Matt hooks up a surveillance system to see what is happening at home. And what he sees is terrifying. He checks his phone and finds a torch wielding mob of hillbillies walking towards the house. In the meantime, Lee has already accused Shelby of messing with her but hears a noise in the house. Checking the house out, the two go down into the basement. And I mean, when does anything good happen in a basement? A television suddenly turns on and plays a video of a man in the woods with a camera. He jolts the camera upward to what seems to be a person wearing a pig’s head. Creepy stuff!
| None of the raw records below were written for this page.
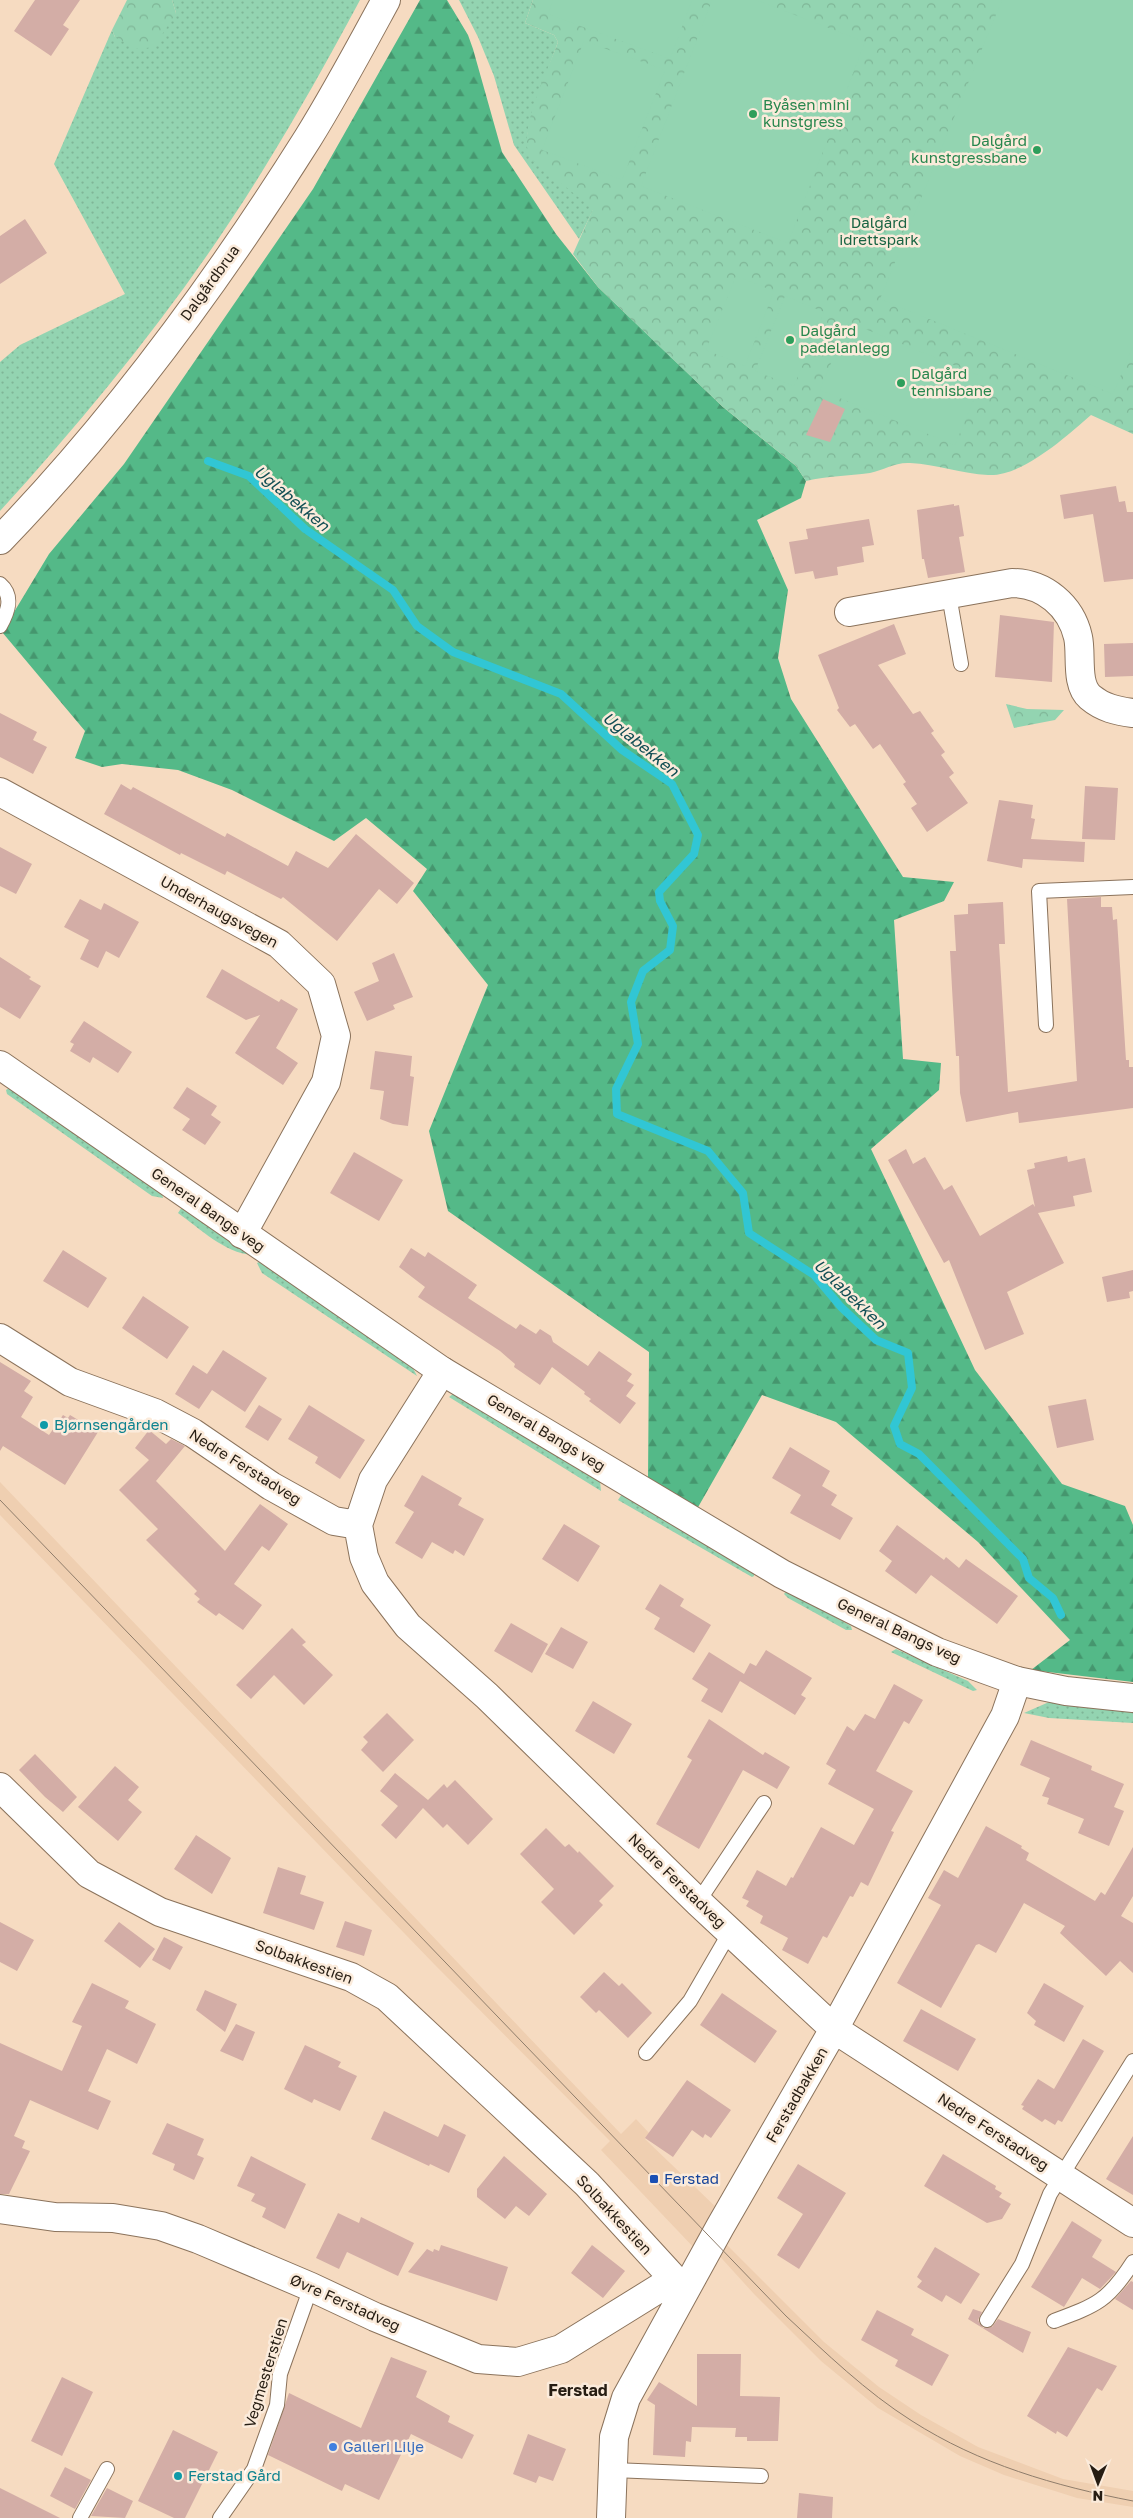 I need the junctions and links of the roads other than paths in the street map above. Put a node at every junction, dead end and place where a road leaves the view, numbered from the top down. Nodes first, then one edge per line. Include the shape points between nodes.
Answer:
1 (386, 0) edge
2 (0, 540) edge
3 (0, 584) edge
4 (949, 595) junction
5 (849, 612) dead end
6 (0, 626) edge
7 (961, 664) dead end
8 (1133, 713) edge
9 (0, 792) edge
10 (1133, 887) edge
11 (1046, 1025) dead end
12 (2, 1071) edge
13 (242, 1234) junction
14 (0, 1338) edge
15 (442, 1371) junction
16 (358, 1525) junction
17 (1017, 1681) junction
18 (1133, 1698) edge
19 (0, 1787) edge
20 (764, 1803) dead end
21 (698, 1902) junction
22 (730, 1932) junction
23 (834, 2030) junction
24 (646, 2053) dead end
25 (1133, 2061) edge
26 (1061, 2177) junction
27 (0, 2209) edge
28 (1133, 2223) edge
29 (1133, 2262) edge
30 (680, 2283) junction
31 (311, 2286) junction
32 (987, 2320) dead end
33 (1054, 2320) dead end
34 (107, 2470) dead end
35 (613, 2470) junction
36 (762, 2476) dead end
37 (80, 2518) edge
38 (220, 2518) edge
39 (612, 2518) edge

1 - 2 street, Dalgårdbrua via 308,137 225,265 139,381 37,502
3 - 6 lane via 8,594 8,609
4 - 5 street
4 - 7 lane
4 - 8 street via 1012,583 1040,588 1057,600 1072,619 1078,638 1080,674 1089,696 1111,710
9 - 13 street, Underhaugsvegen via 279,944 321,984 336,1036 326,1082
10 - 11 lane via 1039,891
12 - 13 street, General Bangs veg
13 - 15 street, General Bangs veg
14 - 16 street, Nedre Ferstadveg via 70,1382 155,1413 193,1432 271,1486 334,1521
15 - 16 street, Nedre Ferstadveg via 373,1480
15 - 17 street, General Bangs veg via 782,1574 937,1652
16 - 21 street, Nedre Ferstadveg via 364,1557 375,1583 408,1626 487,1696
17 - 18 street, General Bangs veg via 1066,1691
17 - 23 street, Ferstadbakken via 1005,1716
19 - 30 street, Solbakkestien via 89,1874 160,1912 351,1977 387,1997 587,2184
20 - 21 lane
21 - 22 street, Nedre Ferstadveg
22 - 23 street, Nedre Ferstadveg
22 - 24 lane via 690,2001
23 - 26 street, Nedre Ferstadveg
23 - 30 street, Ferstadbakken
25 - 26 lane, Nedre Ferstadveg
26 - 28 street, Nedre Ferstadveg
26 - 32 lane, Nedre Ferstadveg via 1050,2194 1022,2264
27 - 31 street, Øvre Ferstadveg via 55,2217 113,2218 161,2226
29 - 33 lane via 1107,2296 1092,2307
30 - 31 street, Øvre Ferstadveg via 561,2349 518,2362 478,2359 374,2317
30 - 35 street, Ferstadbakken via 626,2398 614,2437
31 - 38 lane, Vegmesterstien via 280,2374 277,2405 254,2468
34 - 37 lane
35 - 36 lane
35 - 39 street, Ferstadbakken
The audience still has yet to figure out the significance of the pig, especially since a dead one was found on Shelby’s and Matt’s doorstep. Now, Season One, Episode 6 titled “Piggy Piggy,” involved the urban legend that if you turn the lights off in the bathroom and say “here, piggy piggy pig” three times, the Piggy Man will appear in the mirror.  A connection?  

When Matt makes it home, he isn’t much help as usual.  Shelby does exactly what I would do in a scary-movie situation: she hops in the car and gets the heck out of there. Looking down at her phone to see Matt is calling her, anticipated but still unexpected, someone appears in front of her car and Shelby hits the person, and that person is none other than Kathy Bates, a member of the AHS vets club. Into the woods Shelby goes, as does every Final Girl in most horror films and finds herself surrounded by the men with torches, but this time there’s a man with a SCALPED HEAD approaching her. End scene. That’s it.

As much as this sounds like a typical horror film, and though the narrative part is a bit cheesy, I have high hopes for the season. Though we don’t get as many canted camera angles that so-well matched the plot in Season 2: Asylum, the low angle shots with that dark and creepy score unique to AHS remind me of why I even started watching this show in the first place. And for that, I must applaud the writers. I can’t vouch for the rest of the season, but what I can say is that this episode will make you want to turn on all of the lights not only in your house, but in the American Horror house too!